Sasha Atmaja, seorang gadis muda dengan kacamata tebal yang selalu bertengger di hidungnya. Gadis yang bersekolah di SMA Merdeka dan selalu berada di perpustakaan itu selalu datang tepat waktu, bahkan sering diminta guru untuk membantu. Tak heran jika beasiswa menempel padanya sejak masuk sekolah, lalu menjadi nama belakangnya yang paling terkenal sejak kelas satu, Sasha si Beasiswa.
Jika anak-anak seusianya lebih suka memakai make up dan ponsel yang canggih, dia selalu terlihat natural dengan rambut dikepang dua dan ponsel yang hanya bisa digunakan untuk sekadar telepon maupun SMS. Jika teman-teman wanitanya yang lain lebih suka menggunakan baju yang lebih pendek dari seharusnya, berbeda dengan Sasha, dia lebih suka memakai baju yang lebih panjang. Roknya menutupi lutut dengan kaus kaki panjang yang menutupi betisnya. Tak ada yang istimewa dari sosoknya, selain otaknya yang encer luar biasa.

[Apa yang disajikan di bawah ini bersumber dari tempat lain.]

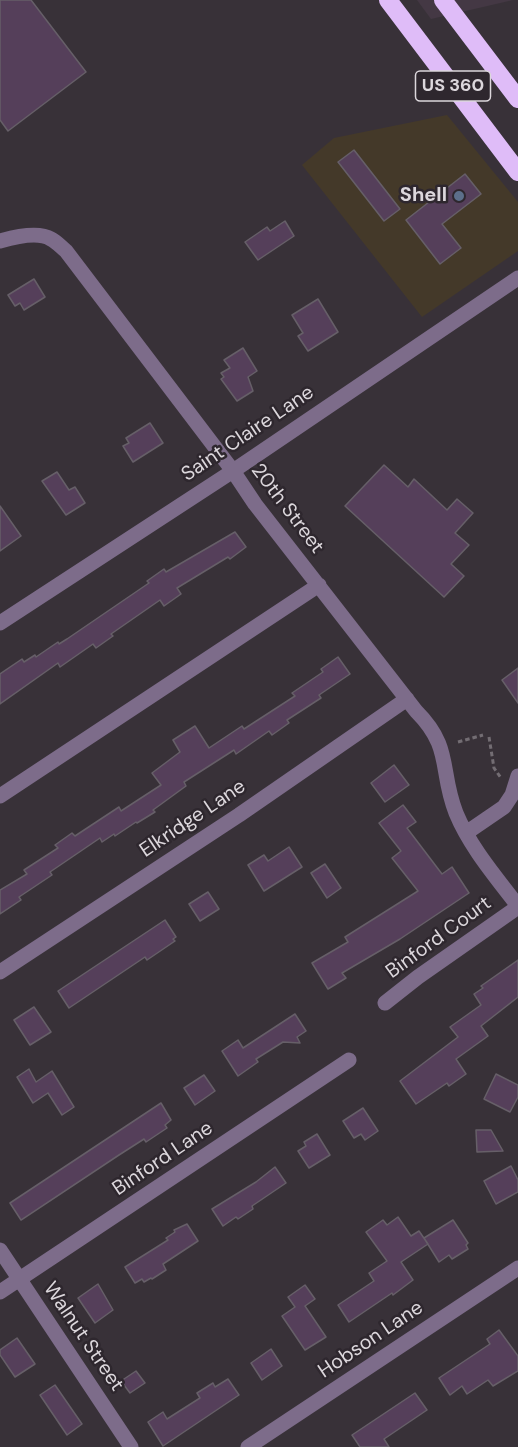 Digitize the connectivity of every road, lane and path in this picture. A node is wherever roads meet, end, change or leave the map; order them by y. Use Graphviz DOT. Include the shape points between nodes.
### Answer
graph roads {
  1 [pos="388,0"];
  2 [pos="443,0"];
  3 [pos="518,99"];
  4 [pos="518,172"];
  5 [pos="0,241"];
  6 [pos="518,278"];
  7 [pos="232,471"];
  8 [pos="318,585"];
  9 [pos="0,623"];
  10 [pos="407,699"];
  11 [pos="483,735"];
  12 [pos="489,737"];
  13 [pos="458,742"];
  14 [pos="512,780"];
  15 [pos="0,796"];
  16 [pos="466,833"];
  17 [pos="518,907"];
  18 [pos="0,972"];
  19 [pos="386,1003"];
  20 [pos="349,1060"];
  21 [pos="0,1250"];
  22 [pos="518,1268"];
  23 [pos="19,1280"];
  24 [pos="0,1292"];
  25 [pos="131,1447"];
  26 [pos="248,1447"];
  1 -- 4 [label="highway, US 360"];
  2 -- 3 [label="highway, US 360"];
  5 -- 7 [label="street, 20th Street" via="43,235 66,251"];
  6 -- 7 [label="street, Saint Claire Lane"];
  7 -- 8 [label="street, 20th Street"];
  7 -- 9 [label="street, Saint Claire Lane"];
  8 -- 10 [label="street, 20th Street"];
  8 -- 15 [label="street"];
  10 -- 16 [label="street, 20th Street" via="437,737 452,800"];
  10 -- 18 [label="street, Elkridge Lane"];
  11 -- 13 [label="path"];
  12 -- 14 [label="path" via="494,768"];
  14 -- 16 [label="street" via="512,795 504,807"];
  16 -- 17 [label="street, 20th Street"];
  17 -- 19 [label="street, Binford Court"];
  20 -- 23 [label="street, Binford Lane"];
  21 -- 23 [label="street, Walnut Street"];
  22 -- 26 [label="street, Hobson Lane"];
  23 -- 24 [label="street, Binford Lane"];
  23 -- 25 [label="street, Walnut Street"];
} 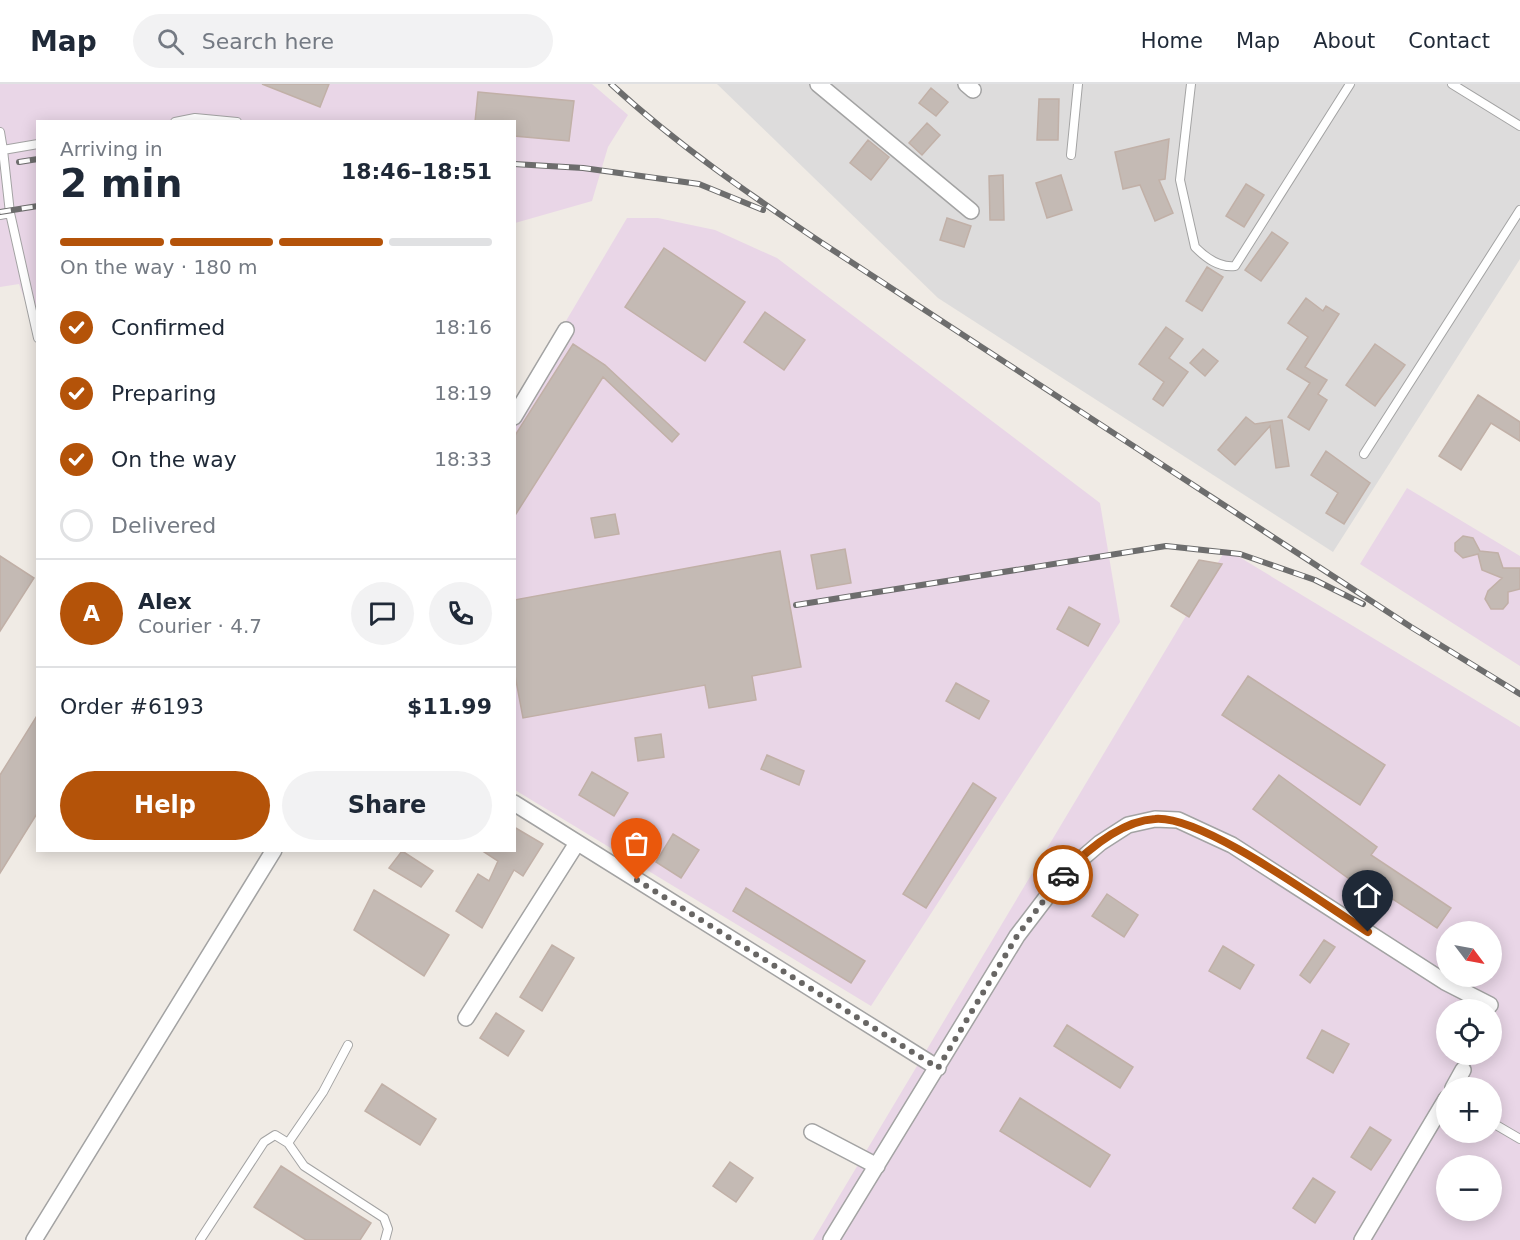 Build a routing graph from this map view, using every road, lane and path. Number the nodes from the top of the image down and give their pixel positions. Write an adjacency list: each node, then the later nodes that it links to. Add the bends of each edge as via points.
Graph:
1 (818, 84): 14 (street)
2 (1078, 84): 12 (lane)
3 (1191, 84): 4 (lane, via 1180,180 1195,247 1228,267 1235,266)
4 (1350, 84)
5 (1452, 84): 8 (lane)
6 (185, 120): 7 (lane)
7 (216, 120)
8 (1520, 126)
9 (0, 132): 11 (lane)
10 (36, 144): 11 (lane)
11 (3, 150): 15 (lane)
12 (1071, 155)
13 (1520, 210): 20 (lane)
14 (971, 211)
15 (10, 213): 16 (lane); 17 (lane)
16 (0, 215)
17 (36, 329)
18 (566, 330): 19 (street)
19 (516, 414)
20 (1364, 454)
21 (516, 804): 22 (street)
22 (577, 843): 25 (street); 27 (street)
23 (273, 852): 36 (street)
24 (1478, 999): 27 (street, via 1445,982 1232,845 1178,820 1155,819 1128,825 1065,873 1017,936)
25 (466, 1018)
26 (348, 1044): 34 (lane, via 323,1092)
27 (938, 1068): 35 (street)
28 (1463, 1070): 29 (street)
29 (1459, 1077)
30 (1436, 1116): 40 (street)
31 (1502, 1128): 33 (lane)
32 (812, 1132): 35 (street)
33 (1520, 1139)
34 (288, 1143): 37 (lane, via 275,1135 264,1142); 38 (lane, via 304,1166 384,1218 388,1229)
35 (877, 1166): 39 (street)
36 (34, 1240)
37 (200, 1240)
38 (385, 1240)
39 (831, 1240)
40 (1362, 1240) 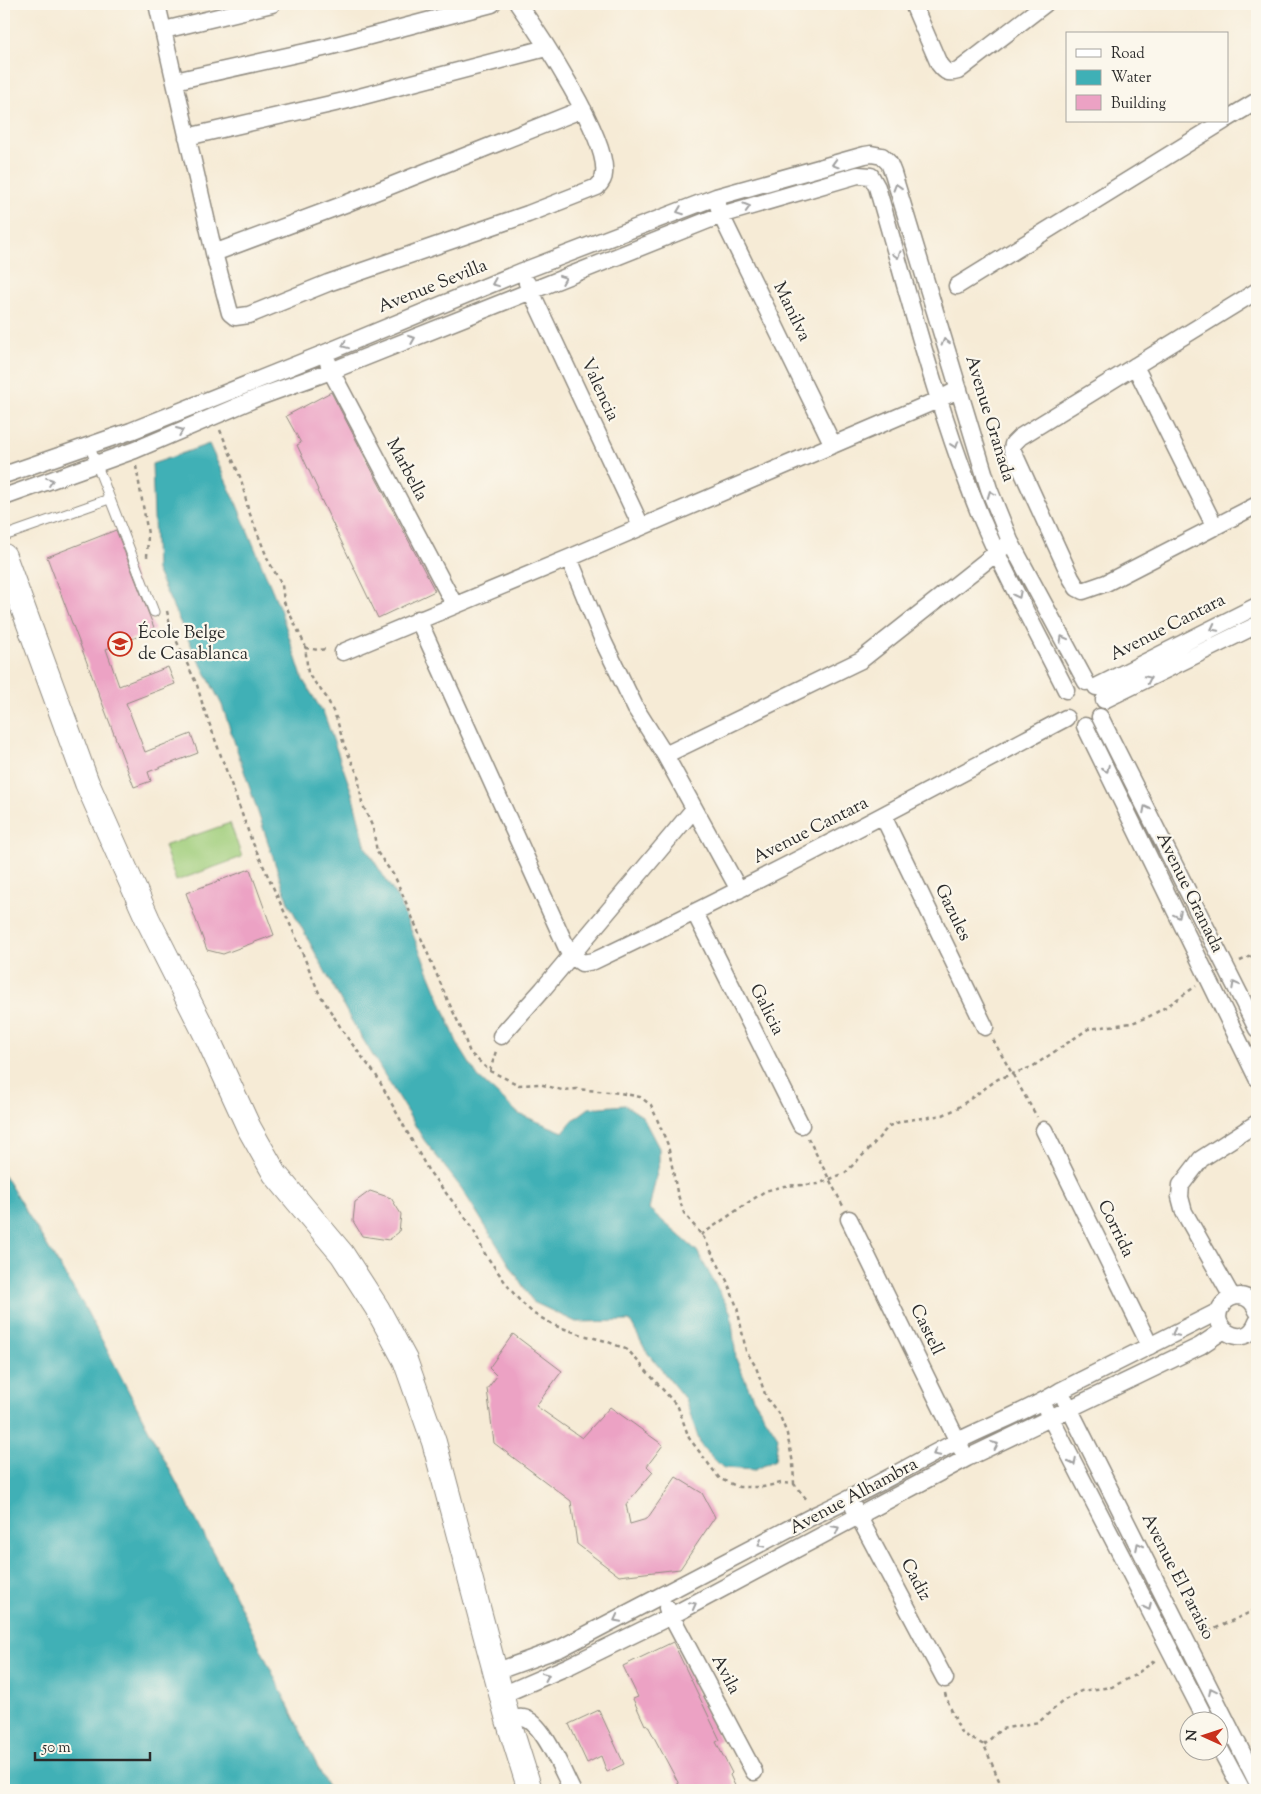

"Sasha, ke ruang guru, ya? Dipanggil Bu Sofia."
Sasha langsung mendongak, mengalihkan pandangan dari novel yang ada di depannya. Suara petugas perpustakaan membuatnya harus pergi. Dengan cepat, dia menuju meja petugas agar novel yang tengah dibacanya bisa dibawa pulang.
"Jangan lama-lama, Bu Sofia bisa marah kalo kelamaan."
"Memangnya ada perlu apa, ya?" tanya Sasha pelan.
"Kok tanya saya? Tanya langsung saja sama beliau," jawab petugas perpustakaan sambil mencatat buku yang akan dipinjam Sasha. Petugas berkacamata tebal itu selalu ketus jika berhadapan dengan Sasha, berbeda jika dengan murid perempuan yang lain.
"Iya, Pak." Sasha langsung mengambil buku tersebut setelah selesai dicatat, lalu berlari menuju ruang guru.
Ruang guru cukup jauh dari perpustakaan, rambutnya bergoyang-goyang saat berlari. Sesekali dia membetulkan letak kacamata yang hampir jatuh. Walau otaknya encer, dia punya kelemahan dalam bidang olahraga. Jika nilai pelajarannya selalu bagus, maka pelajaran praktik olahraga selalu tak pernah di atas angka tujuh.
Setelah mengetuk pintu ruang guru, dia menuju meja Bu Sofia dengan napas terengah. Guru mata pelajaran olahraga yang cantik itu selalu bisa membuat hatinya berdebar. Jika bukan karena Sasha sering membantu, mungkin pelajaran praktik olahraga akan mendapatkan angka lima.
"Bu Sofia, ada yang bisa saya bantu?" tanya Sasha cepat.
"Besok bawain buku panduan renang yang kemarin kamu beli, ya? Saya pinjam."
Sasha menelan ludah. Bagi Bu Sofia, meminjam sama saja artinya dengan meminta. Padahal belum dua hari dia memiliki buku tersebut. Bodohnya, dia membawa buku itu ke sekolah, hingga gurunya tersebut tertarik untuk memiliki.
"Em, anu, Bu ...."
"Anu kenapa?" Bu Sofia menatap tajam pada Sasha yang hanya bisa menunduk ketakutan.
"Saya belum selesai membaca bukunya," jawab Sasha setelah terdiam beberapa detik.
"Gak usahlah belajar gitu. Lagian kamu kan gak bisa renang. Gampanglah soal nilai renang nanti. Gimana?"
"Siap, Bu. Besok saya bawakan."
"Ya udah, kamu masuk ke kelas, bentar lagi udah jam masuk kelas."
"Iya, Bu. Saya permisi." Sasha tersenyum, lalu pergi meninggalkan ruang guru, hendak menuju kelas.
Walau tahu bahwa nilai yang diberikan tak akan lebih dari tujuh, namun gadis itu tak bisa berkata tidak. Bukan hanya dengan Bu Sofia, tapi dengan guru yang lain juga. Sasha menarik napas panjang, sepertinya dia harus berburu buku itu lagi karena buku tersebut sangat susah didapatkan. Tidak seperti bukunya yang lain. Jika mudah, maka Bu Sofia bisa langsung membelinya, tidak perlu meminta pada Sasha.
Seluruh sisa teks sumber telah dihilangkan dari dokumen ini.